How do you find a good study abroad program? Start with your campus's Study Abroad website (linked below) for their lists of approved programs for each country you might be interested in. In most cases you are not limited to this list, but if you become interested in a program that is not on your campus's approved list you will need to discuss the program with your campus advisor and the director of the Study Abroad office on your campus to make sure it will be approved. In addition, see below for a list of several study and travel abroad opportunities.

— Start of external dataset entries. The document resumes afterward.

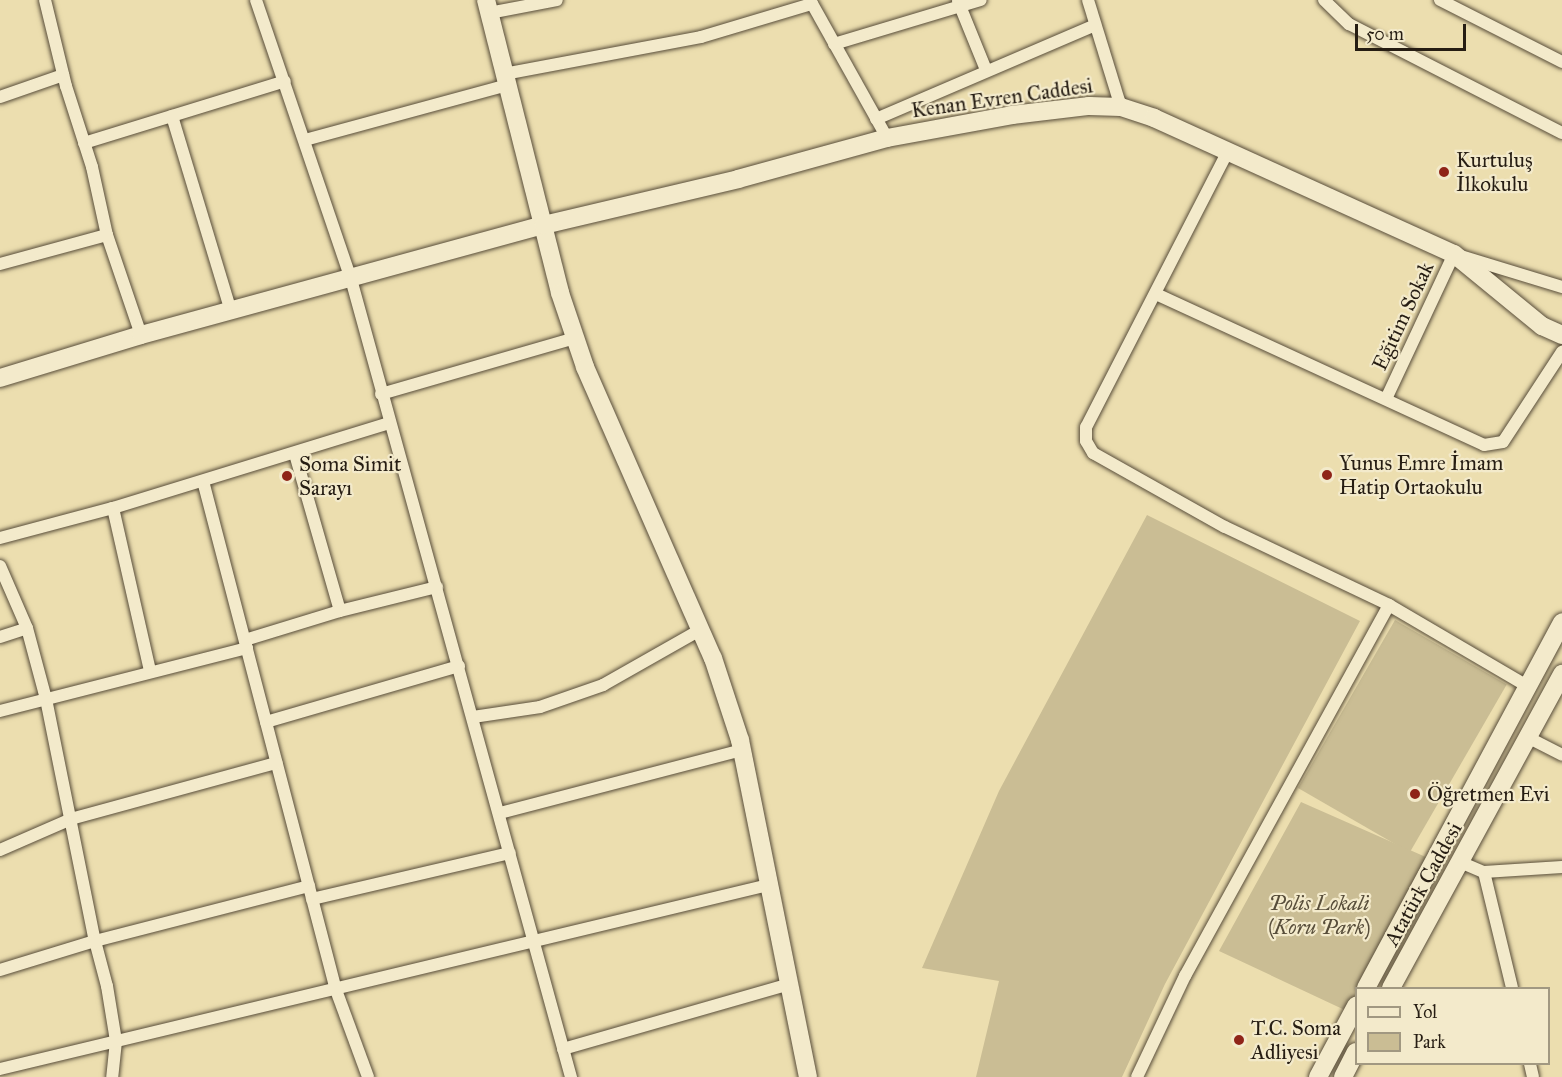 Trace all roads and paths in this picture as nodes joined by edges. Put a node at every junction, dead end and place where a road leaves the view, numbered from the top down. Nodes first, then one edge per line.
1 (45, 0) edge
2 (256, 0) edge
3 (557, 0) edge
4 (981, 0) edge
5 (1088, 0) edge
6 (1324, 0) edge
7 (1440, 0) edge
8 (811, 2) edge
9 (959, 4) edge
10 (488, 7) edge
11 (1095, 25) junction
12 (834, 44) junction
13 (1562, 62) edge
14 (986, 70) junction
15 (63, 75) junction
16 (506, 80) junction
17 (285, 81) junction
18 (0, 97) edge
19 (1121, 107) junction
20 (172, 116) junction
21 (876, 119) junction
22 (1562, 133) edge
23 (887, 138) junction
24 (305, 140) junction
25 (84, 143) junction
26 (1228, 151) junction
27 (544, 225) junction
28 (107, 234) junction
29 (1454, 254) junction
30 (0, 264) edge
31 (351, 279) junction
32 (1562, 287) edge
33 (1156, 294) junction
34 (231, 312) junction
35 (141, 335) junction
36 (1562, 335) edge
37 (575, 338) junction
38 (1562, 352) edge
39 (0, 378) edge
40 (381, 394) junction
41 (1386, 399) junction
42 (389, 423) junction
43 (295, 454) junction
44 (203, 481) junction
45 (113, 508) junction
46 (0, 538) edge
47 (0, 566) edge
48 (437, 587) junction
49 (1389, 605) junction
50 (340, 611) junction
51 (1562, 622) edge
52 (27, 628) junction
53 (700, 630) junction
54 (0, 638) edge
55 (246, 644) junction
56 (459, 666) junction
57 (150, 671) junction
58 (1562, 674) edge
59 (1529, 687) junction
60 (46, 699) junction
61 (0, 711) edge
62 (473, 717) junction
63 (266, 722) junction
64 (1529, 738) junction
65 (742, 750) junction
66 (1562, 755) edge
67 (276, 763) junction
68 (500, 813) junction
69 (71, 819) junction
70 (0, 850) edge
71 (510, 853) junction
72 (1460, 862) junction
73 (1562, 867) edge
74 (1484, 872) junction
75 (768, 885) junction
76 (309, 886) junction
77 (312, 899) junction
78 (534, 940) junction
79 (95, 941) junction
80 (0, 970) edge
81 (789, 984) junction
82 (1367, 987) edge
83 (1392, 987) edge
84 (1512, 987) edge
85 (336, 990) junction
86 (1355, 1008) edge
87 (116, 1041) junction
88 (563, 1048) junction
89 (1355, 1054) edge
90 (0, 1069) edge
91 (112, 1077) edge
92 (368, 1077) edge
93 (571, 1077) edge
94 (808, 1077) edge
95 (1137, 1077) edge
96 (1318, 1077) edge
97 (1343, 1077) edge

1 - 15 street
2 - 17 street
3 - 10 street
4 - 9 street
5 - 11 street
6 - 22 street
7 - 13 street
8 - 12 street
8 - 16 street
9 - 12 street
9 - 14 street
10 - 16 street
11 - 14 street
11 - 19 street
12 - 21 street
14 - 21 street
15 - 18 street
15 - 25 street
16 - 24 street
16 - 27 street
17 - 20 street
17 - 24 street
19 - 23 street, Kenan Evren Caddesi
19 - 26 street, Kenan Evren Caddesi
20 - 25 street
20 - 34 street
21 - 23 street
23 - 27 street, Kenan Evren Caddesi
24 - 31 street
25 - 28 street
26 - 29 street, Kenan Evren Caddesi
26 - 33 street
27 - 31 street, Kenan Evren Caddesi
27 - 37 street
28 - 30 street
28 - 35 street
29 - 32 street, Eğitim Sokak
29 - 36 street, Kenan Evren Caddesi
29 - 41 street, Eğitim Sokak
31 - 34 street, Kenan Evren Caddesi
31 - 40 street
33 - 41 street
33 - 49 street
34 - 35 street, Kenan Evren Caddesi
35 - 39 street, Kenan Evren Caddesi
37 - 40 street
37 - 53 street
38 - 41 street
40 - 42 street
42 - 43 street
42 - 48 street
43 - 44 street
43 - 50 street
44 - 45 street
44 - 55 street
45 - 46 street
45 - 57 street
47 - 52 street
48 - 50 street
48 - 56 street
49 - 59 street
49 - 95 street
50 - 55 street
51 - 59 street
52 - 54 street
52 - 60 street
53 - 62 street
53 - 65 street
55 - 57 street
55 - 63 street
56 - 62 street
56 - 63 street
57 - 60 street
58 - 64 street, Atatürk Caddesi
59 - 82 street
60 - 61 street
60 - 69 street
62 - 68 street
63 - 67 street
64 - 66 street
64 - 72 street, Atatürk Caddesi
65 - 68 street
65 - 75 street
67 - 69 street
67 - 76 street
68 - 71 street
69 - 70 street
69 - 79 street
71 - 77 street
71 - 78 street
72 - 74 street
72 - 83 street, Atatürk Caddesi
73 - 74 street
74 - 84 street
75 - 78 street
75 - 81 street
76 - 77 street
76 - 79 street
77 - 85 street
78 - 85 street
78 - 88 street
79 - 80 street
79 - 87 street
81 - 88 street
81 - 94 street
85 - 87 street
85 - 92 street
86 - 96 street
87 - 90 street
87 - 91 street
88 - 93 street
89 - 97 street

The ISLE Program in Sri Lanka is an excellent program to study Buddhism, and Amherst College is a member of its consortium so Five College students get special consideration for it. This is an atypical study abroad program that offers a demanding academic and intense cultural experience designed for highly motivated students with interests in various aspects of South Asian cultures and societies. (Offered in fall and spring semesters.) Contact Professor Maria Heim at Amherst if you are interested, or check out the website.

Additional Study and Travel Aboard Opportunities

South Asia Summer Language Institute

SASLI is dedicated to training students, faculty members and professionals in the languages of South Asia. 

University of Virginia Summer Language Institute

The Summer Language Institute of the University of Virginia offers Chinese.

Rangjung Yeshe Institute

Rangjung Yeshe Institute's mission is to be a center of higher learning, working to the highest standards, to provide both traditional and modern Buddhist education through teaching, translation, publication, research and practice.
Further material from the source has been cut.